W tej watasze było zbyt wiele osób, które są silne. Silniejsze ode mnie, co było dodatkowo niepokojące i wzbudzało we mnie lekki strach. Bo nie wiem, jak inni, ale nie mam zbytnio ochoty ginąć w najbliższym czasie. Ba, nie mam w ogóle ochoty ginąć!
Ale co ma do powiedzenia taki prosty wilk jak ja, który jedyne, co robi, to snuje się za jakimiś szogunami?
Z tego oto powodu, postanowiłem wziąć życie we własne łapy. Postanowiłem rozwinąć samego siebie, swoje umiejętności i być może wiarę w zdolności.
Z taką misją, wzruszyłem w las. Tak, jak zasugerowały duchy, zacząłem krążyć wśród drzew, mamrocząc jedno, nic nie znaczące słowo: Aasha.

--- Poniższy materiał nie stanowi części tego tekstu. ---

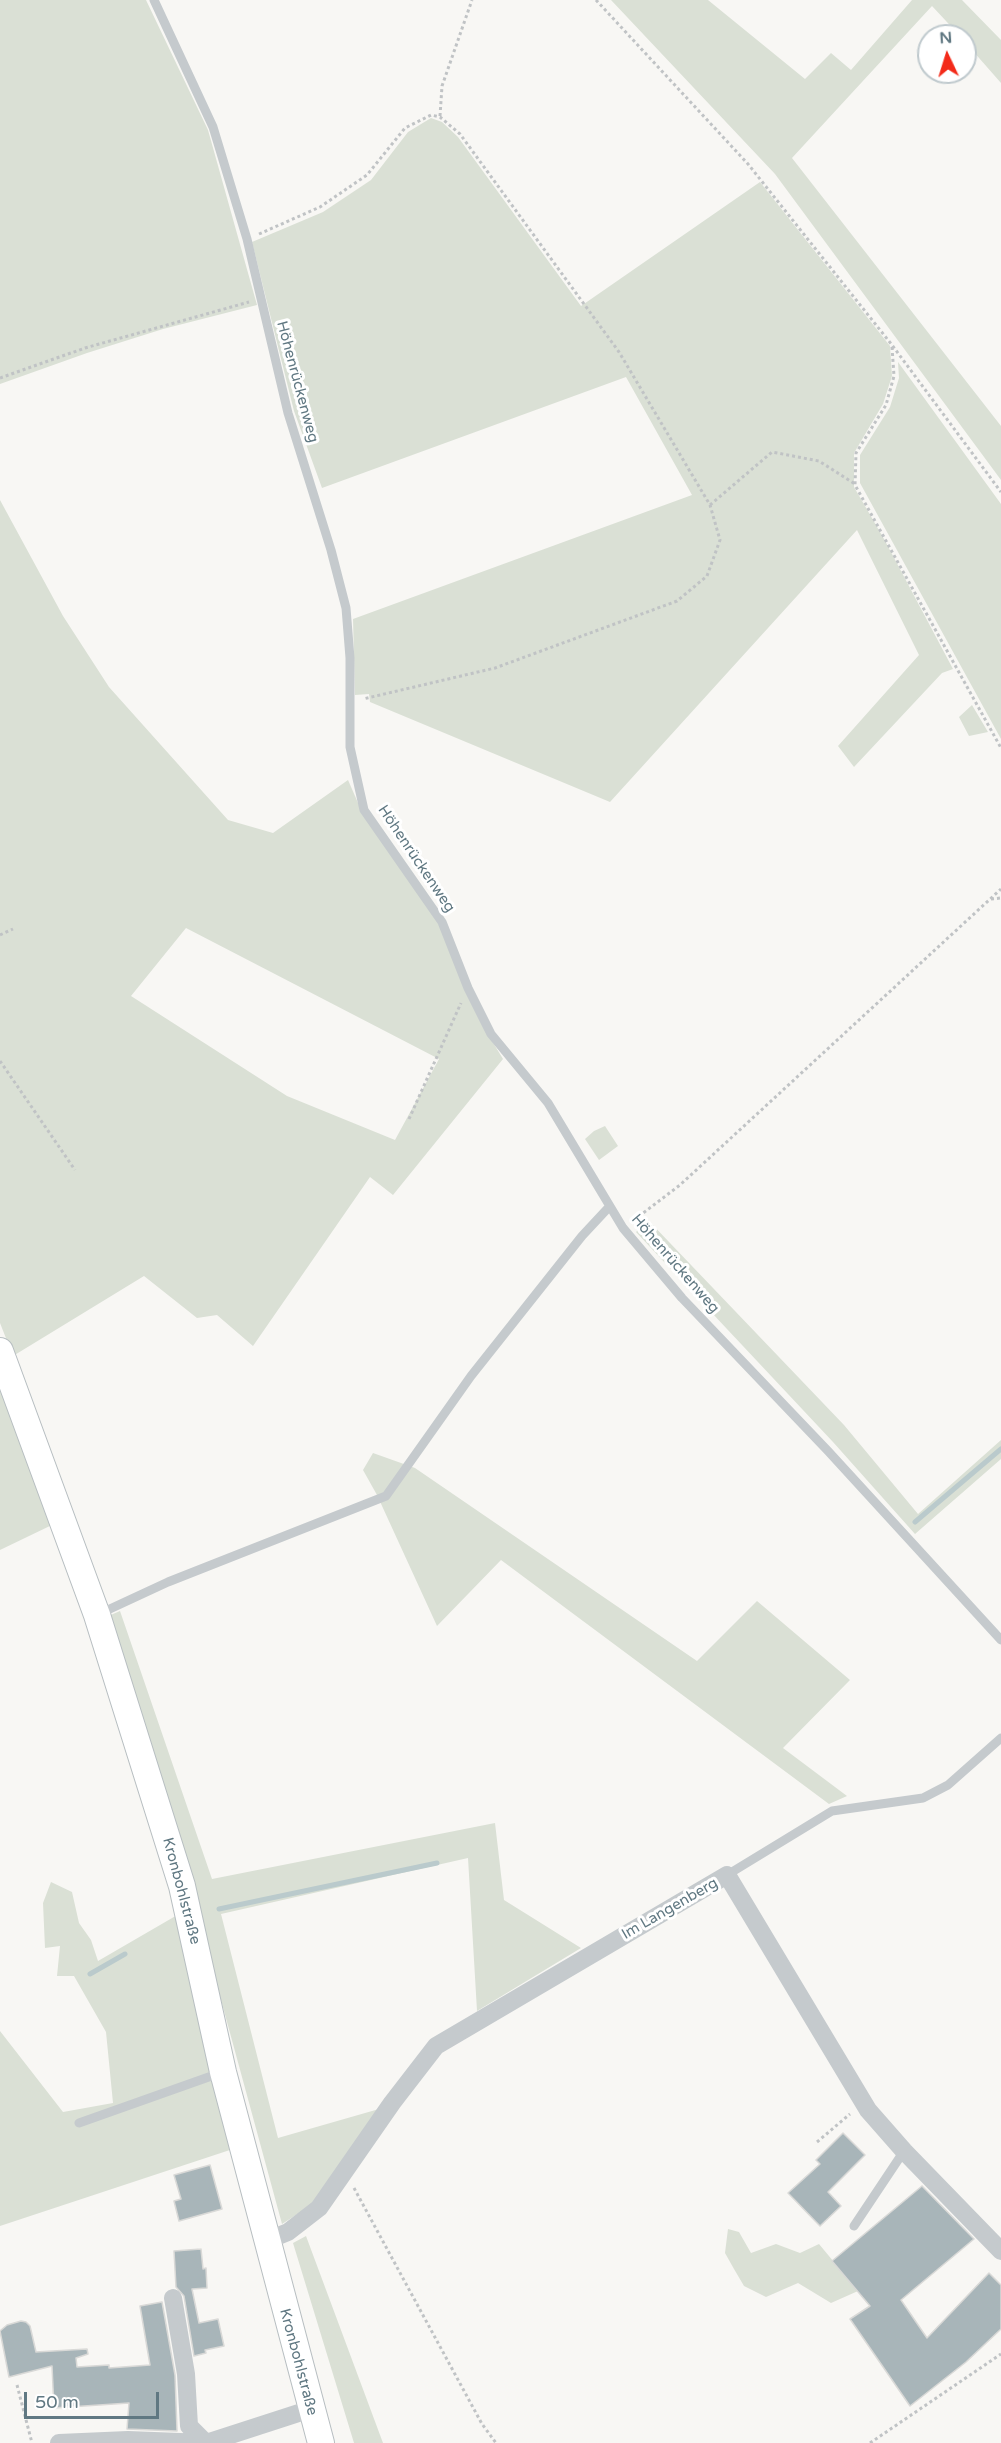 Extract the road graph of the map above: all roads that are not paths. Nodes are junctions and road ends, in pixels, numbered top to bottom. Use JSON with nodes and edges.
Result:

Przez pierwszą godzinę, miałem nadzieję, że nie zostałem oszukany.
Przez dwie następne, planowałem już odnalezienie tego ducha, który podsunął mi ten pomysł, przez co przegapiłem patrol z Wrotyczem.
A przez noc, aż do bladego poranka, szukałem drogi wyjścia z tej plątaniny drzew, krzewów i cierni. Pod nosem miotałem już przekleństwa, i to tak poważne, że można byłoby mnie zamknąć za grożenie trupom śmiercią.

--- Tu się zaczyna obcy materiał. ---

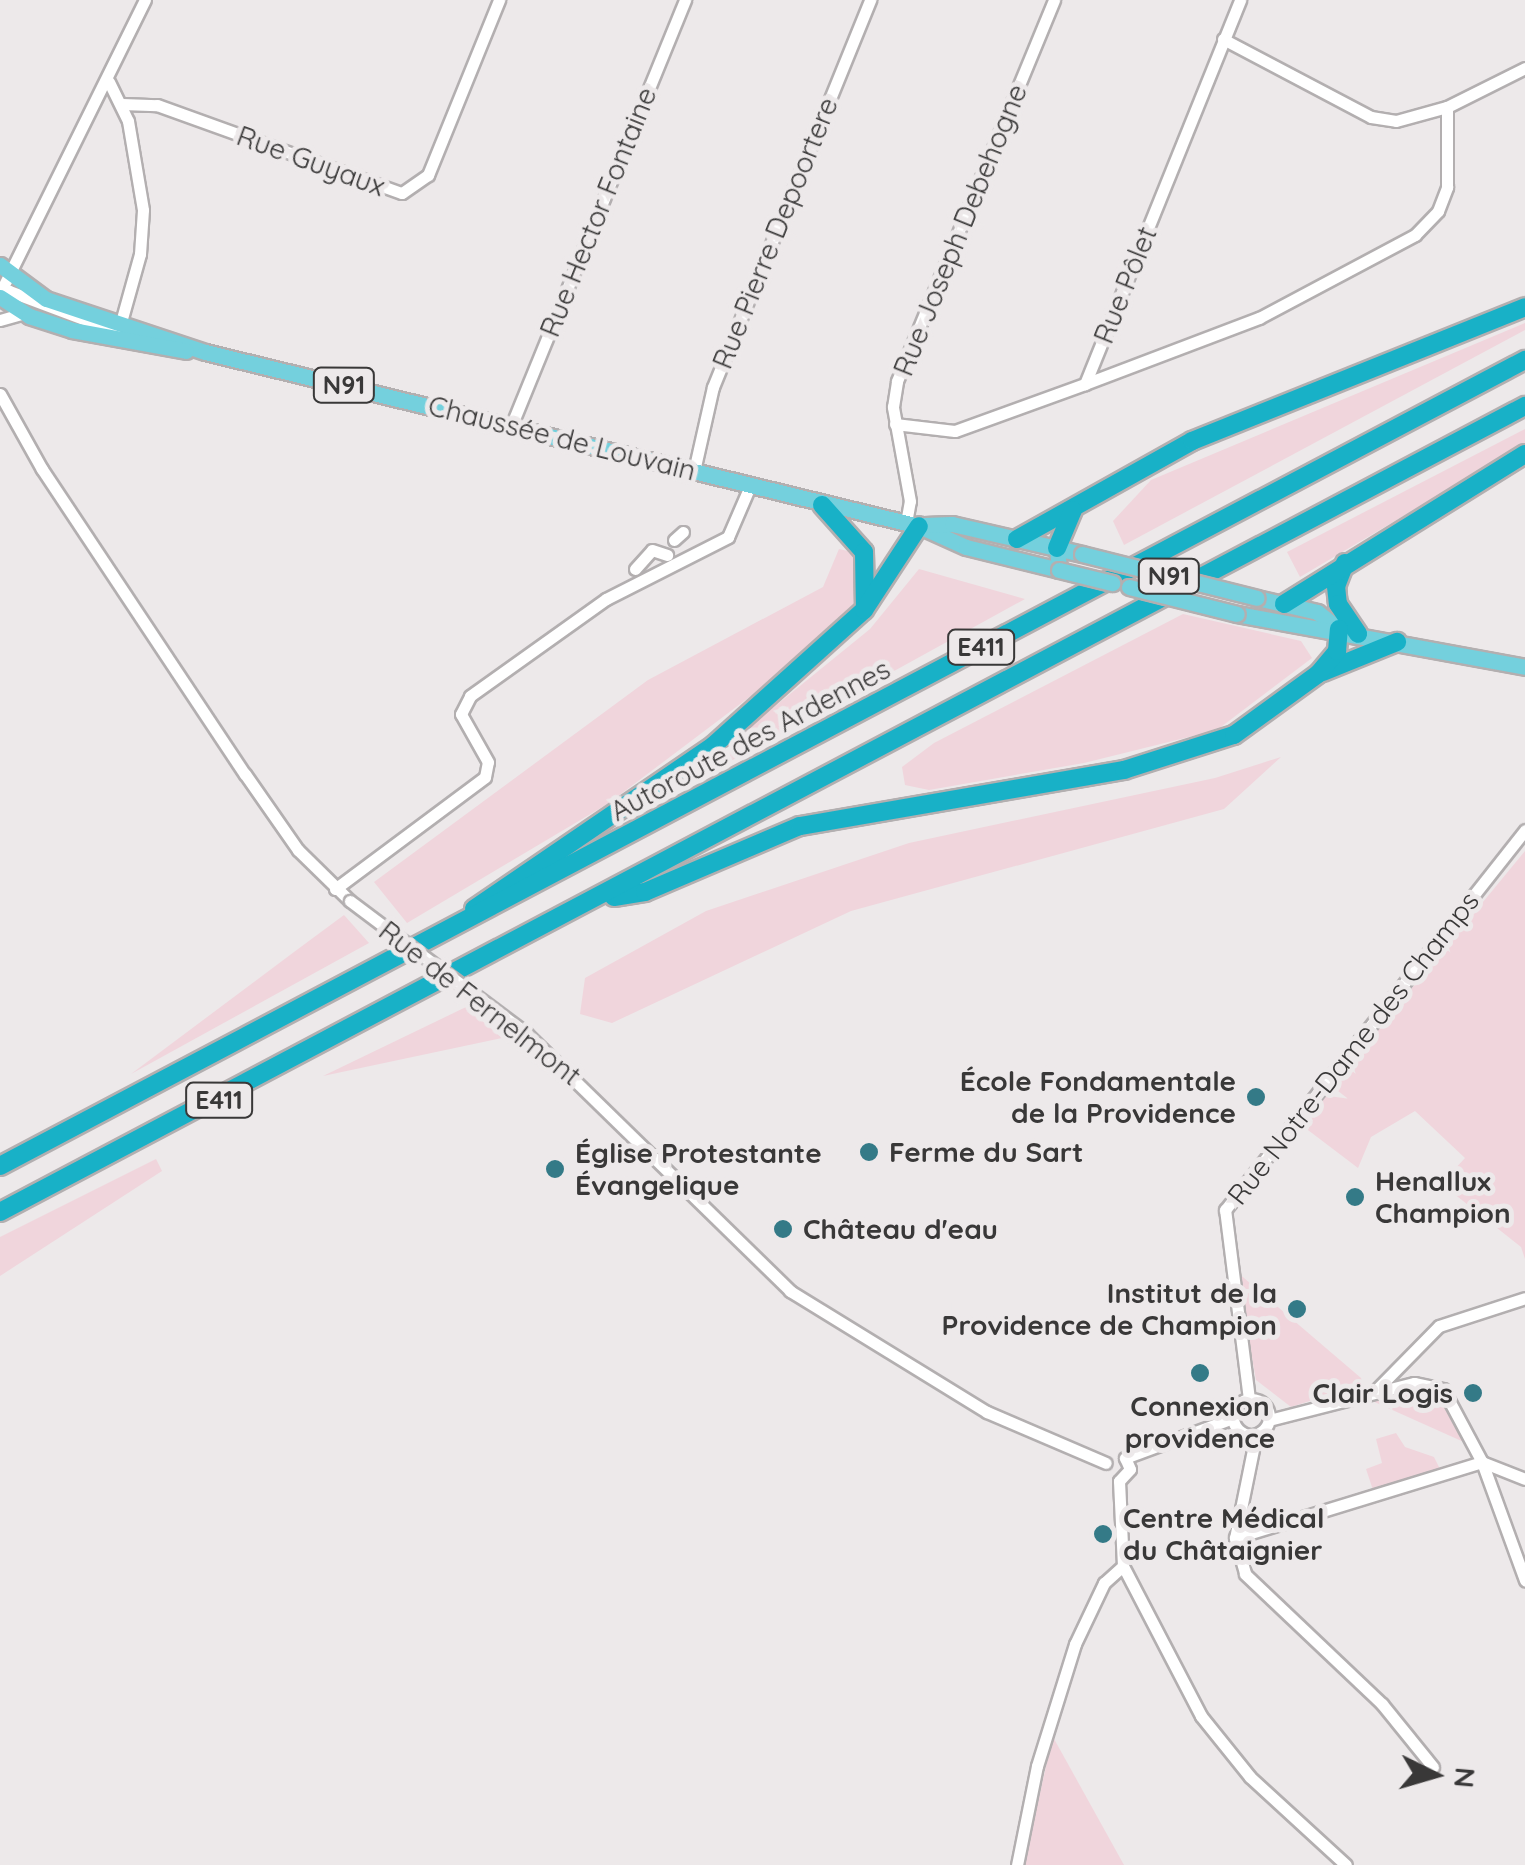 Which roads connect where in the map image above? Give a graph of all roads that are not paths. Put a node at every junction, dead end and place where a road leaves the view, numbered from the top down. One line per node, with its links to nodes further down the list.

Tak, było to niezwykle logiczne.
Ale czy ja kiedykolwiek postępowałem zgodnie z jakimiś zasadami?
Odpowiedź nasuwała się sama - Nie.
Wtedy jednak usłyszałem szelest, a głosy duchów wzmogły na sile. Zupełnie, jakby coś je zainteresowało bądź przestraszyło. Czyli za mną albo nagle pojawił się demon, albo jakiś ciekawy osobnik.
Zatrzymałem się więc, powoli odwróciłem i zmierzyłem wzrokiem to, co wynurzyło się z leśnej otchłani.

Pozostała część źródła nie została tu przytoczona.